The education of children is a fundamental value of the people of the State of Florida. It is, therefore, a paramount duty of the state to make adequate provision for the education of all children residing within its borders. Adequate provision shall be made by law for a uniform, efficient, safe, secure, and high quality system of free public schools that allows students to obtain a high quality education…

Recent Events

In November 2009, public school students, parents and citizen organizations filed a complaint alleging that the state has failed to provide an adequate education in accordance with the enhanced requirements of the 1998 constitutional amendment. In Citizens for Strong Schools, Inc. v. Florida State Board of Education, plaintiffs state that the new constitutional amendment is the only one in the United States that mandates all of the following: a high quality education, specific characteristics of the educational system; and the elevation of education above other governmental functions. They allege that the state has failed to meet each of these mandates.
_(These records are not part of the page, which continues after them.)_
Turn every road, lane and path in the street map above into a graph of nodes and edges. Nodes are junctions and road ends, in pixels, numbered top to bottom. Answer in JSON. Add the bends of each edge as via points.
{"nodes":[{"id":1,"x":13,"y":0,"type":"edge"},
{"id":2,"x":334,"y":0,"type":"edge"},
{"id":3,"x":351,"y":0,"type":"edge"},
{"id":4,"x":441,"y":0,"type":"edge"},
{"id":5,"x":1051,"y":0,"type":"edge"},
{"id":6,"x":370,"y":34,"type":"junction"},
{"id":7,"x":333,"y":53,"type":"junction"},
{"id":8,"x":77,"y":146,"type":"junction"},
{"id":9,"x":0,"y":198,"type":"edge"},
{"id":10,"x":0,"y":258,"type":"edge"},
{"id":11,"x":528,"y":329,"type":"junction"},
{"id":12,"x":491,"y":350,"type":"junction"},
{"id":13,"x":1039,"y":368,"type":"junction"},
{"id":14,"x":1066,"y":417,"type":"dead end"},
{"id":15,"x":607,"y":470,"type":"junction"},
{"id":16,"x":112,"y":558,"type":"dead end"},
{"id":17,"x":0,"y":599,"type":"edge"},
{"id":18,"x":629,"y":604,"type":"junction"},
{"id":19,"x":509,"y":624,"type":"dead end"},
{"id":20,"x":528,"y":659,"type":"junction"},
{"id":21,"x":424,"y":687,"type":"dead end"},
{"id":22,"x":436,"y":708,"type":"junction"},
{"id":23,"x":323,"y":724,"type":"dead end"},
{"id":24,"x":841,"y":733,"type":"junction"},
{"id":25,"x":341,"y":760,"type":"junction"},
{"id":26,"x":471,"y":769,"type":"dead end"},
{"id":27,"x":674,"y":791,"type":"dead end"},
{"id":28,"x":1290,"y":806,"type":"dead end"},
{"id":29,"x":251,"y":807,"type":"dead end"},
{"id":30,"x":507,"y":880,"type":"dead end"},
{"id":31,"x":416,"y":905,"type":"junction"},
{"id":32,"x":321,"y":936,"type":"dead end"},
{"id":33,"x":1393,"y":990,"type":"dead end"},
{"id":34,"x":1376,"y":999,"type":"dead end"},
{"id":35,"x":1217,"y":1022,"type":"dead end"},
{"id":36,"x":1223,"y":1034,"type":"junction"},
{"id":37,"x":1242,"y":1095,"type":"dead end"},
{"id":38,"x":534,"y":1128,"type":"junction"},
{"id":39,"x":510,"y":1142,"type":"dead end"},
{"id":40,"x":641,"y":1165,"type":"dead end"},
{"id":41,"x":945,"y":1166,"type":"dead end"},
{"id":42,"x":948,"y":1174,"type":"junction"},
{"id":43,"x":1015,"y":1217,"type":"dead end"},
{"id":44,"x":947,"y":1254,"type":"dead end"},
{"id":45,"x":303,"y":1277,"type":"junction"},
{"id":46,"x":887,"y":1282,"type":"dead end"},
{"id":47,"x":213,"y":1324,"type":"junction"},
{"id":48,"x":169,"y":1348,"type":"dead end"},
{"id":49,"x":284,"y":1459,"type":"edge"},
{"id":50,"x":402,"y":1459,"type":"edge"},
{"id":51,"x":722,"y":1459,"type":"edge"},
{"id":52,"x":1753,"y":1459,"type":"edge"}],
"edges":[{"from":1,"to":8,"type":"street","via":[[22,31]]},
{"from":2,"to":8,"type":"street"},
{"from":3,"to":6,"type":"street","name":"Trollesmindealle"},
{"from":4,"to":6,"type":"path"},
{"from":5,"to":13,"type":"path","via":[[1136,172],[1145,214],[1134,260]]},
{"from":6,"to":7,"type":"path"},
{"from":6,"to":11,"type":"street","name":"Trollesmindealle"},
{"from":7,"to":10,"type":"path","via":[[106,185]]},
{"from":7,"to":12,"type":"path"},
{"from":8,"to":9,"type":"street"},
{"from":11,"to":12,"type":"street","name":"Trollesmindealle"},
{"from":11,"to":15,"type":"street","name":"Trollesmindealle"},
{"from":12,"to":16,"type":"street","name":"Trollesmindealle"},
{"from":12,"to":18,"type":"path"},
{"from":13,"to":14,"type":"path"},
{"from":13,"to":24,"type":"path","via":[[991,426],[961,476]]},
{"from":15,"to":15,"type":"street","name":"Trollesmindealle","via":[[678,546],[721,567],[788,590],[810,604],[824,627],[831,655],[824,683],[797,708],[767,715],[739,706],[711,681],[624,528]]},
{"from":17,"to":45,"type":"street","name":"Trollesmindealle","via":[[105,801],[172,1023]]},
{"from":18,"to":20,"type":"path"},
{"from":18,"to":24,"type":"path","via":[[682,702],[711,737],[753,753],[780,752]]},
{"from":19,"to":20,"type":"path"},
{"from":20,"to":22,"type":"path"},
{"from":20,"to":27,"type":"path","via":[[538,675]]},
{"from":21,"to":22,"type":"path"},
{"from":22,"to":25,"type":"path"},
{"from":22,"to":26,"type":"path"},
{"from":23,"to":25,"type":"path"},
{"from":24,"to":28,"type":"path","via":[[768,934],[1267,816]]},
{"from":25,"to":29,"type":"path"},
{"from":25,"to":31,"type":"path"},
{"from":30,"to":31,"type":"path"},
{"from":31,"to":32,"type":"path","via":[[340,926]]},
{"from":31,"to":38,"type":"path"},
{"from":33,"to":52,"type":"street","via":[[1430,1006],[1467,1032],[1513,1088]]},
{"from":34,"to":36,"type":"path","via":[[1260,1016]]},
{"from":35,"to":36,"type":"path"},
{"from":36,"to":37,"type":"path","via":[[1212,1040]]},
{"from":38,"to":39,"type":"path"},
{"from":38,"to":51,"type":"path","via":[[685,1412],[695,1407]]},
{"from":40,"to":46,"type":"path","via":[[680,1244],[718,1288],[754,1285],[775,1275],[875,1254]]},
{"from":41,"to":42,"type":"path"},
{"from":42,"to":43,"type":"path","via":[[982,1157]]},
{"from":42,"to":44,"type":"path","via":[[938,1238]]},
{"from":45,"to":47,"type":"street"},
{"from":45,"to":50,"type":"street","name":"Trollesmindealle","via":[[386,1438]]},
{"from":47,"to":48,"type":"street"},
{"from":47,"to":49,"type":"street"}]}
The defendants brought on a motion to dismiss the complaint, alleging that the case raised political questions that were not justiciable, and relying mainly on language from the Florida Supreme Court’s Coalition for Adequacy & Fairness in School Funding decision. In August 2010 the trial court denied the motion to dismiss, stating that the defendants’ position “renders the citizens’ vote to create a new education article as meaningless and this provision as a nullity.” The court also held that plaintiffs and plaintiff organizations have standing and that Coalition decision should not be the measure by which to judge the current case because of the adoption of the new constitutional amendment since that decision was decided.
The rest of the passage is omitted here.